Now you finished training the DoubleDQN agent for 300 episodes. How good is the agent now? You can evaluate it by using `with agent.eval_mode()`. Exploration such as epsilon-greedy is not used anymore.

In [18]:
with agent.eval_mode():
    for i in range(10):
        obs = env.reset()
        R = 0
        t = 0
        while True:
            # Uncomment to watch the behavior in a GUI window
            # env.render()
            action = agent.act(obs)
            obs, r, done, _ = env.step(action)
            R += r
            t += 1
            reset = t == 200
            agent.observe(obs, r, done, reset)
            if done or reset:
                break
        print('evaluation episode:', i, 'R:', R)

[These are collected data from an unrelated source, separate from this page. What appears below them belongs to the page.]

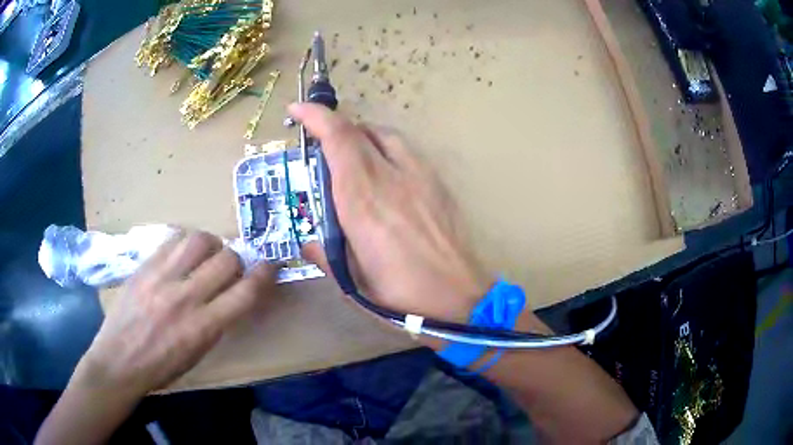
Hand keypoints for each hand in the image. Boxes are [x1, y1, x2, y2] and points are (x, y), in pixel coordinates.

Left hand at [72, 231, 278, 397]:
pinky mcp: (144, 266)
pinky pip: (172, 240)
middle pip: (226, 259)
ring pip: (200, 240)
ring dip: (211, 245)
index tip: (270, 265)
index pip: (245, 293)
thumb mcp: (198, 354)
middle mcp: (185, 297)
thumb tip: (230, 294)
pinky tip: (181, 255)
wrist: (119, 360)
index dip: (265, 274)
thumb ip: (217, 321)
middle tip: (229, 267)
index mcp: (202, 328)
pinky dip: (185, 244)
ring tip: (205, 255)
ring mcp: (161, 278)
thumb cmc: (162, 367)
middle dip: (236, 260)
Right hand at [290, 103, 492, 322]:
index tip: (297, 110)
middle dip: (333, 127)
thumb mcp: (353, 281)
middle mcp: (391, 178)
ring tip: (350, 157)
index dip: (315, 117)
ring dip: (360, 136)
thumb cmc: (402, 296)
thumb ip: (324, 255)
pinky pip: (406, 150)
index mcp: (363, 201)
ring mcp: (420, 177)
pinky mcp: (438, 184)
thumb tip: (307, 243)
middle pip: (359, 131)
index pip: (338, 140)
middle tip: (319, 145)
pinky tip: (383, 175)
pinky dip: (385, 149)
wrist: (461, 299)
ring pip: (385, 135)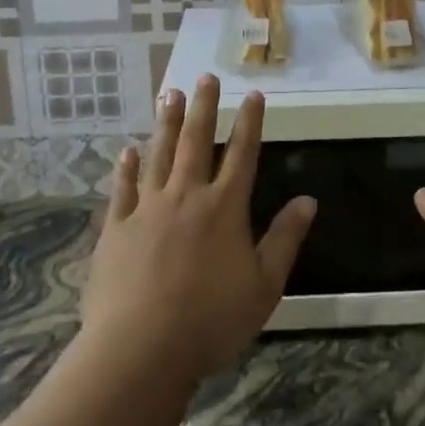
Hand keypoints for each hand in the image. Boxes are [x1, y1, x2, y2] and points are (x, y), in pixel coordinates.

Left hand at [81, 75, 316, 385]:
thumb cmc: (211, 320)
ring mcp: (147, 209)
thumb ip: (285, 239)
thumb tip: (308, 200)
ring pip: (159, 155)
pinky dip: (126, 168)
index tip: (254, 95)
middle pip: (197, 142)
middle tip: (207, 76)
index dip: (251, 122)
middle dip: (205, 108)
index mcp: (224, 208)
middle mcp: (186, 196)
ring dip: (167, 123)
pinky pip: (123, 189)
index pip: (243, 154)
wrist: (140, 349)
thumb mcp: (264, 285)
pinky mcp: (116, 228)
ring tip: (170, 94)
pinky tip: (127, 151)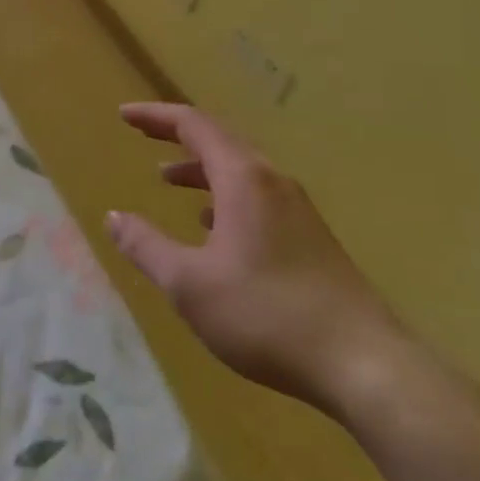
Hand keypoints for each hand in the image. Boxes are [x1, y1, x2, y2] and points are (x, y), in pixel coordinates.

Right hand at [104, 102, 402, 410]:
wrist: (366, 365)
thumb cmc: (267, 316)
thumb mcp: (190, 284)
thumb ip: (146, 246)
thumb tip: (113, 217)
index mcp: (243, 178)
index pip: (193, 125)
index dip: (155, 116)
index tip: (124, 115)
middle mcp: (272, 181)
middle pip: (220, 140)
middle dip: (177, 137)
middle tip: (143, 137)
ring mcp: (297, 210)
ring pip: (241, 171)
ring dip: (201, 169)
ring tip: (168, 180)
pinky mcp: (312, 239)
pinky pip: (258, 197)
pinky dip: (225, 197)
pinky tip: (213, 228)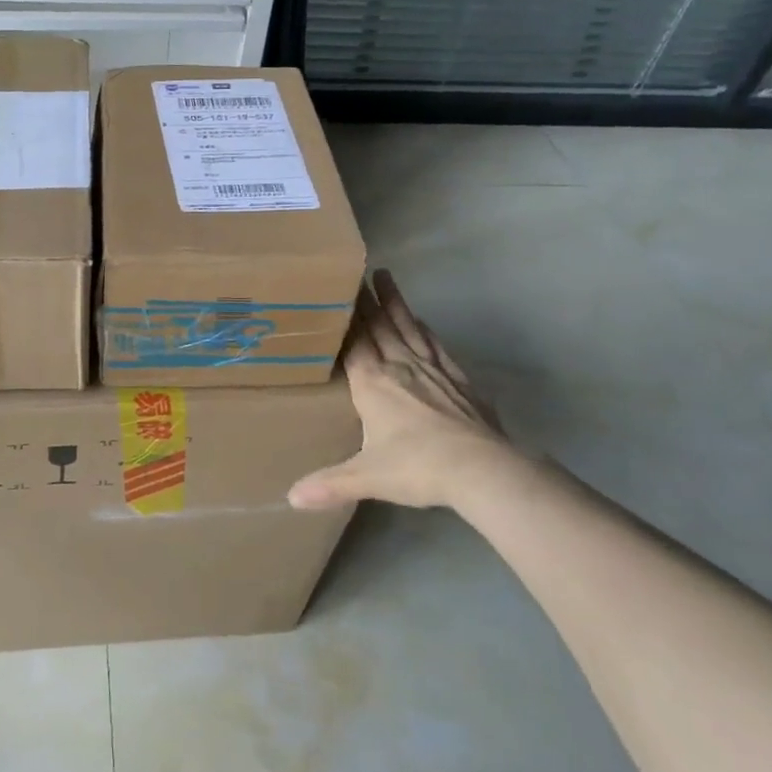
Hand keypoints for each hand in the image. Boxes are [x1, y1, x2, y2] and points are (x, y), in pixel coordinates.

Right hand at [289, 270, 531, 511]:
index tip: (337, 290)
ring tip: (387, 278)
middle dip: (366, 301)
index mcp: (373, 383)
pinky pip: (436, 346)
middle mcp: (400, 367)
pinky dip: (425, 329)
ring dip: (395, 303)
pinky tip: (422, 322)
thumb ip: (329, 485)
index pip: (354, 341)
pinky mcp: (459, 380)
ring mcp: (432, 370)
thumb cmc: (418, 467)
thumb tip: (290, 498)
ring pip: (408, 328)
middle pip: (379, 327)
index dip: (345, 317)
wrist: (481, 469)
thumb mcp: (367, 477)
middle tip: (358, 273)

evaluation episode: 0 R: 17.05141820084007
evaluation episode: 1 R: -14.293021443311684
evaluation episode: 2 R: 6.463629655025237
evaluation episode: 3 R: 22.31893413263944
evaluation episode: 4 R: 46.33641495449315
evaluation episode: 5 R: 1.9695294002284887
evaluation episode: 6 R: 31.943813311150503
evaluation episode: 7 R: 33.09348942035398
evaluation episode: 8 R: 25.12066859209115
evaluation episode: 9 R: 24.35689373879785


For your information, `CartPole-v0`'s maximum achievable return is 200. If the agent could not achieve 200, it was unlucky! You can train the agent longer by running the training loop again.

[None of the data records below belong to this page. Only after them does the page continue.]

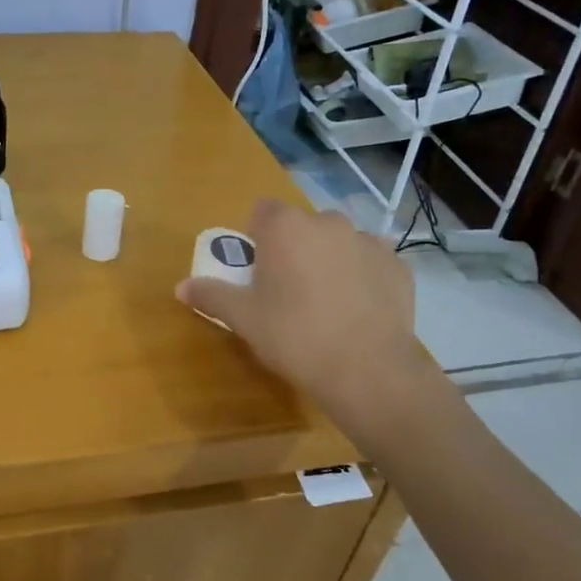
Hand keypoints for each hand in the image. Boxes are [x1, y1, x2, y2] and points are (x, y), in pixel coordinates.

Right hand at [176, 200, 436, 417]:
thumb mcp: (243, 319)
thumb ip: (212, 295)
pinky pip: (369, 263)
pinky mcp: (398, 266)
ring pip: (338, 242)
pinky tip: (356, 312)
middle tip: (286, 291)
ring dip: (328, 260)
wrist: (368, 370)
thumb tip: (182, 286)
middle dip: (293, 249)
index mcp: (285, 227)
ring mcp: (369, 241)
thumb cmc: (294, 336)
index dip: (256, 236)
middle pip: (301, 226)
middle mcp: (328, 222)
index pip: (262, 211)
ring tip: (325, 303)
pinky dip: (361, 278)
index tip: (256, 269)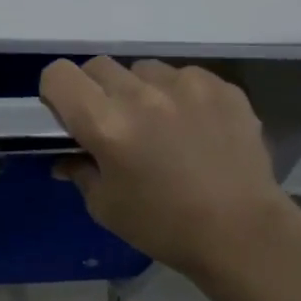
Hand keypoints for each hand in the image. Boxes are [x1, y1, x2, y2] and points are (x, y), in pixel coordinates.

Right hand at [40, 57, 297, 277]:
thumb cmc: (165, 226)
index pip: (59, 75)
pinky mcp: (220, 86)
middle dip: (96, 90)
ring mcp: (185, 84)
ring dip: (140, 90)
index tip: (69, 115)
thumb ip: (80, 170)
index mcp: (106, 124)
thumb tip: (66, 156)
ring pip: (144, 69)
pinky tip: (195, 128)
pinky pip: (185, 76)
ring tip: (160, 124)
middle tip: (114, 123)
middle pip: (98, 66)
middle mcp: (142, 94)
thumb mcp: (106, 207)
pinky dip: (180, 96)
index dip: (56, 92)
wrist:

If the results are good enough, the only remaining task is to save the agent so that you can reuse it. What you need to do is to simply call `agent.save` to save the agent, then `agent.load` to load the saved agent.

In [19]:
env.display()
# Save an agent to the 'agent' directory
agent.save('agent')

# Uncomment to load an agent from the 'agent' directory
# agent.load('agent')

'openaigym.video.2.60.video000000.mp4'

'openaigym.video.2.60.video000050.mp4'

'openaigym.video.2.60.video000100.mp4'

'openaigym.video.2.60.video000150.mp4'

'openaigym.video.2.60.video000200.mp4'

'openaigym.video.2.60.video000250.mp4'

'openaigym.video.2.60.video000300.mp4'

RL completed!

But writing code like this every time you use RL might be tedious. So, PFRL has utility functions that do these things.

In [20]:
# Set up the logger to print info messages for understandability.
import logging
import sys
logging.basicConfig(level=logging.INFO, stream=sys.stdout, format='')

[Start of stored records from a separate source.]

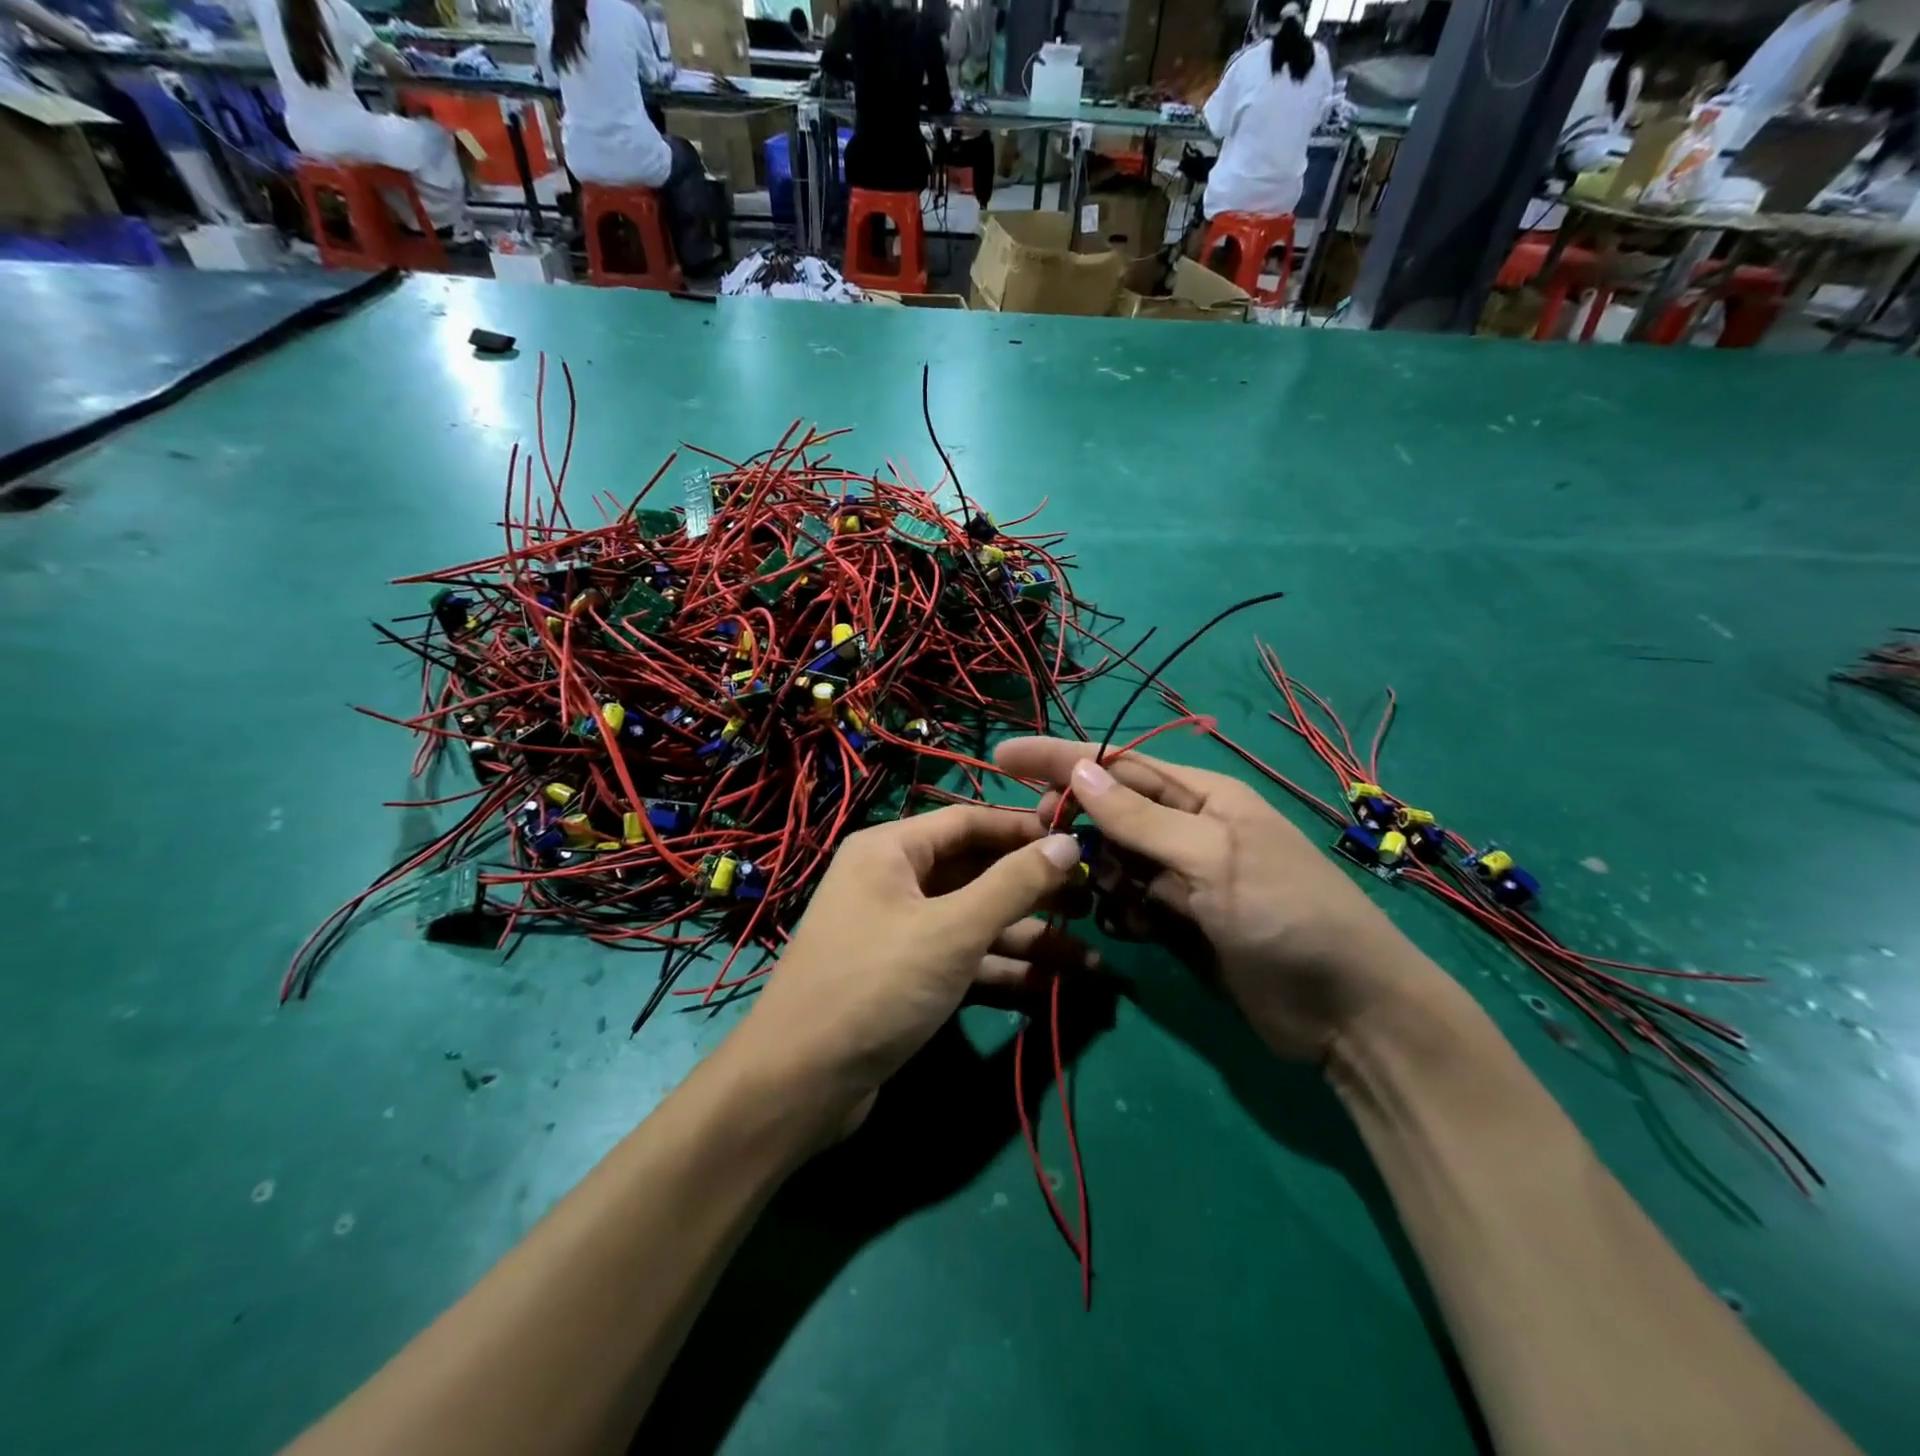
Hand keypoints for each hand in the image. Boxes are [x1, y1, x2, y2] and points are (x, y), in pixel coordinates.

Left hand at [740, 806, 1086, 1121]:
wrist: (800, 1084)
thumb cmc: (876, 985)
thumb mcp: (952, 930)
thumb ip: (1014, 884)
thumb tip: (1068, 841)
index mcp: (892, 850)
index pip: (969, 822)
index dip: (1025, 830)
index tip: (1080, 841)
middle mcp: (895, 882)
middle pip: (977, 872)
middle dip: (1034, 890)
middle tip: (1094, 902)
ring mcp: (902, 932)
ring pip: (976, 921)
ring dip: (1030, 937)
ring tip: (1093, 956)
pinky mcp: (909, 977)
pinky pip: (966, 959)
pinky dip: (1005, 969)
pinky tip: (1055, 985)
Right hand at [993, 737, 1443, 1062]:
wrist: (1348, 1013)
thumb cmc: (1287, 915)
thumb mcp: (1214, 858)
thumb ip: (1141, 819)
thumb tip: (1078, 771)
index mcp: (1203, 797)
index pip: (1118, 765)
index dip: (1059, 759)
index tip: (1003, 756)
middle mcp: (1188, 830)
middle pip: (1110, 811)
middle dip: (1072, 821)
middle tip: (1035, 838)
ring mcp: (1182, 878)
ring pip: (1113, 860)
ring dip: (1093, 872)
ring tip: (1088, 892)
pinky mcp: (1179, 924)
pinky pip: (1127, 904)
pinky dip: (1115, 912)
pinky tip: (1125, 929)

pfrl.experiments.train_agent_with_evaluation(
    agent,
    env,
    steps=2000,           # Train the agent for 2000 steps
    eval_n_steps=None,       # We evaluate for episodes, not time
    eval_n_episodes=10,       # 10 episodes are sampled for each evaluation
    train_max_episode_len=200,  # Maximum length of each episode
    eval_interval=1000,   # Evaluate the agent after every 1000 steps
    outdir='result',      # Save everything to 'result' directory
)

outdir:result step:200 episode:0 R:-4.889253439623856
statistics:[('average_q', 3.4998457), ('average_loss', 0.4453967161476612), ('cumulative_steps', 58324), ('n_updates', 57825), ('rlen', 58324)]
outdir:result step:400 episode:1 R:29.714623769771695
statistics:[('average_q', 3.485362), ('average_loss', 0.4436208690702915), ('cumulative_steps', 58524), ('n_updates', 58025), ('rlen', 58524)]
outdir:result step:600 episode:2 R:6.789792322324227
statistics:[('average_q', 2.9759436), ('average_loss', 0.48929208680987357), ('cumulative_steps', 58724), ('n_updates', 58225), ('rlen', 58724)]
outdir:result step:800 episode:3 R:-6.103379765722471
statistics:[('average_q', 3.6794488), ('average_loss', 0.45635294005274774), ('cumulative_steps', 58924), ('n_updates', 58425), ('rlen', 58924)]
outdir:result step:1000 episode:4 R:82.44397224225678
statistics:[('average_q', 3.5074635), ('average_loss', 0.4247084227204323), ('cumulative_steps', 59124), ('n_updates', 58625), ('rlen', 59124)]
evaluation

(<pfrl.agents.double_dqn.DoubleDQN at 0x7f7645070050>,
 [{'average_loss': 0.4247084227204323,
   'average_q': 3.5074635,
   'cumulative_steps': 59124,
   'eval_score': 8.401110523343535,
   'n_updates': 58625,
   'rlen': 59124},
  {'average_loss': 0.41273755371570586,
   'average_q': 4.237748,
   'cumulative_steps': 60124,
   'eval_score': 15.218966050613723,
   'n_updates': 59625,
   'rlen': 60124}])

That's all of the PFRL quickstart guide. To know more about PFRL, please look into the `examples` directory and read and run the examples. Thank you!